We arranged a date at two venues; Swing State! In Lake Villa, Illinois, while they managed to arrange a Denmark TV studio. The date we set was February 6, a Saturday night at preciously midnight. For Clean Boys it would be at 7 am. From there, everything seemed fine as wine, until January 2, 2010, when a fire broke out at Swing State! My venue was in limbo for some weeks, so I shopped around for another place to perform/record. Meantime, Pedro told me not to worry, as I began to chant that this date was cursed. I soon secured another date through the mistaken kindness of another friend, only to be kicked out a week later, for what he deemed us, meaning me and Clean Boys as too weird, even for his eclectic tastes. I wrote at least half-a-dozen proposals, all to have them turned down flat.
Nearly a week before, our show, Swing State! looked promising, as they had re-opened their doors for business once again and I felt a great sense of relief. And, like me, Clean Boys were handed a pink slip from the Denmark TV studio, who for all intensive purposes, backed out on them without explanation and they themselves, had to resort back to their own rehearsal space.
The record itself was recorded over Skype, a free downloadable telephone software program, plus two computers on both ends. I had a both a sound engineer, Popz (Dan Lee) and an events coordinator, Hugh Kennedy on my end and they had approximately five technicians, which included the other two Clean Boys, Andrej Marks, bassist and Jacob Mule Nansen, drums.
At sound check, that’s when all hell broke loose! The Clean Boys, who kept telling me to use two computers, one to receive and one to monitor sound/performance, throughout the time leading up to our live recording session, had the unfortunate luck of having their internet system crash, leaving them in a bind! I found that too humorous because we all expected my side to crash and the technicians at Swing State! managed to hold it all together!
By the time all was said and done, we recorded the album, with about nine people left in the whole of Swing State! I packed my car up, got some food before I hit the highway, tanked up at an interstate oasis and arrived home at 3:30 am. Now, if I was told nearly a year ago that I would end up making a record with a Danish punk band and ended up going over to tour with them, I would have said, “Yeah right!” But here it is, for your very ears to feast upon, my record w/Clean Boys.
Sid Yiddish, March 6, 2010
Pedro for the past several months had been calling our collaborations a sort of freakshow and one night, as I had come back from a routine pick-up from a local Freecycle group member, picking up a child’s flashlight, on the side of the flashlight had imprinted the words, Safari Adventure. I inserted Pedro’s phrase and viola! It made total sense: Safari Freakshow Adventure.

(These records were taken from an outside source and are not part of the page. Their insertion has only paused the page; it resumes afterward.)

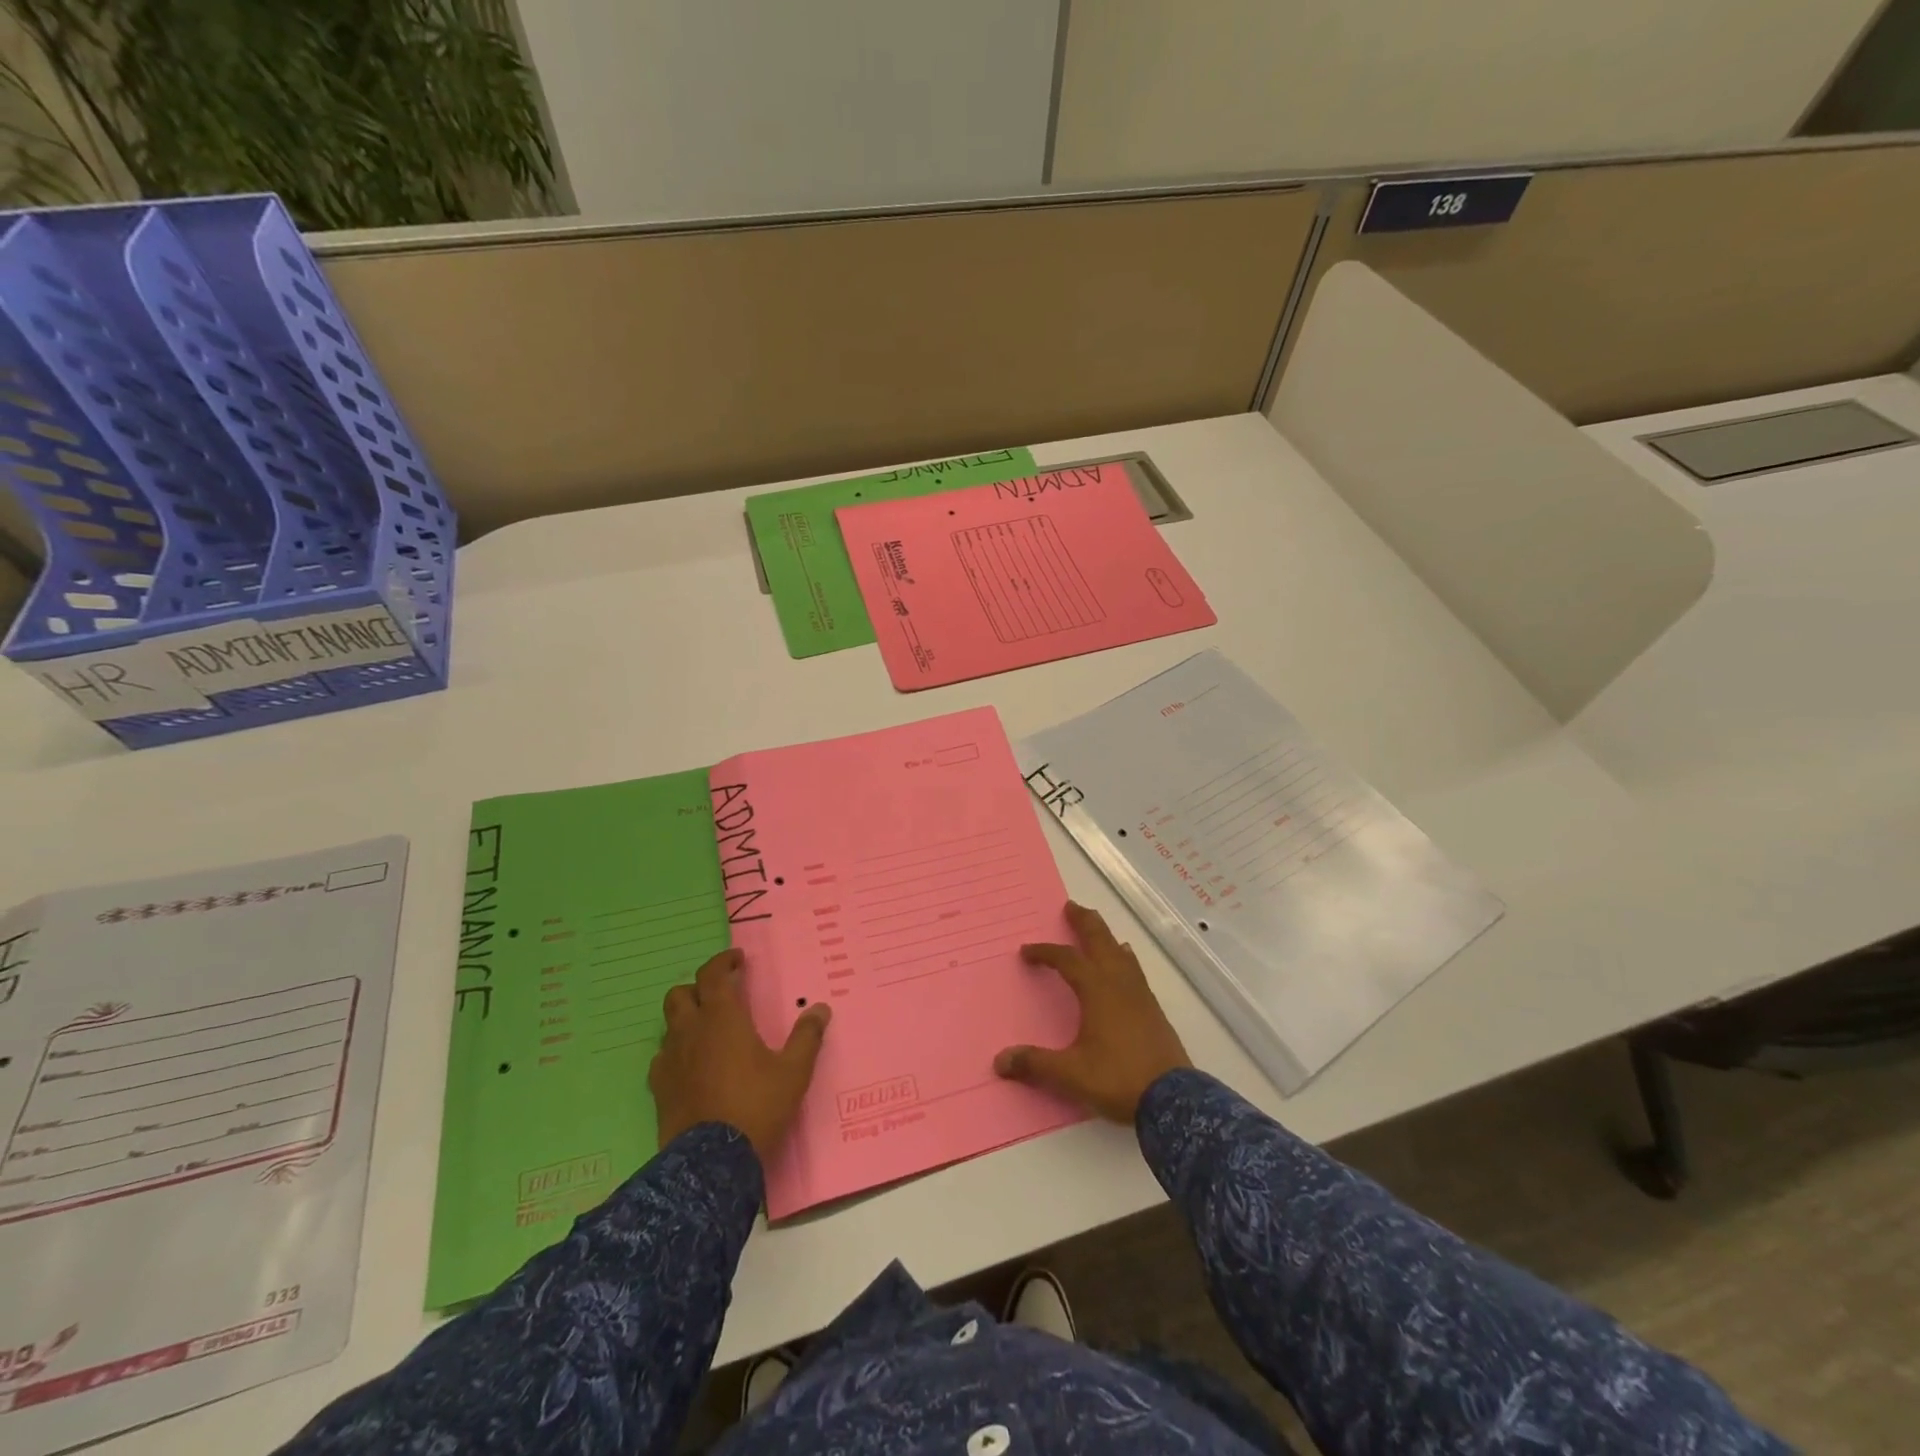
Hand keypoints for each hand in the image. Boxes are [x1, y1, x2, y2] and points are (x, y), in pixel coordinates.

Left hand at [650, 948, 830, 1163]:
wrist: (710, 1162)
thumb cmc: (756, 1106)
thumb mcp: (793, 1072)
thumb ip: (807, 1037)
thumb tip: (820, 1009)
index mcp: (722, 1017)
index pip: (713, 974)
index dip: (723, 961)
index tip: (738, 960)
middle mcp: (690, 1030)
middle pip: (681, 993)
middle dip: (699, 987)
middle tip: (722, 994)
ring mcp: (670, 1059)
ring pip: (669, 1024)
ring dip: (687, 1017)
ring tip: (708, 1029)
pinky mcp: (659, 1087)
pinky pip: (663, 1057)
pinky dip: (676, 1050)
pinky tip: (692, 1064)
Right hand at [994, 901, 1190, 1121]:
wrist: (1172, 1098)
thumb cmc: (1118, 1079)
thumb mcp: (1071, 1074)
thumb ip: (1036, 1064)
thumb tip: (1000, 1062)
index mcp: (1096, 990)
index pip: (1066, 960)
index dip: (1045, 952)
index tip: (1027, 952)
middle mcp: (1118, 983)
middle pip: (1100, 941)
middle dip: (1084, 922)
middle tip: (1071, 906)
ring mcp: (1139, 994)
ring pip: (1120, 952)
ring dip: (1105, 936)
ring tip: (1096, 928)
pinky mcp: (1152, 1008)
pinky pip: (1134, 969)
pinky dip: (1123, 957)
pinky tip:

The four of us had at last agreed on something that would represent us, perhaps in the light (pun intended) that we were supposed to have shine down on us in the first place.
Mule and I had been calling each other over Skype and we both had pretty long talks that would last well into the night. They had been doing their research on me and I did my research on them, so overall, I felt there was an even-keel pace to continue checking each other out.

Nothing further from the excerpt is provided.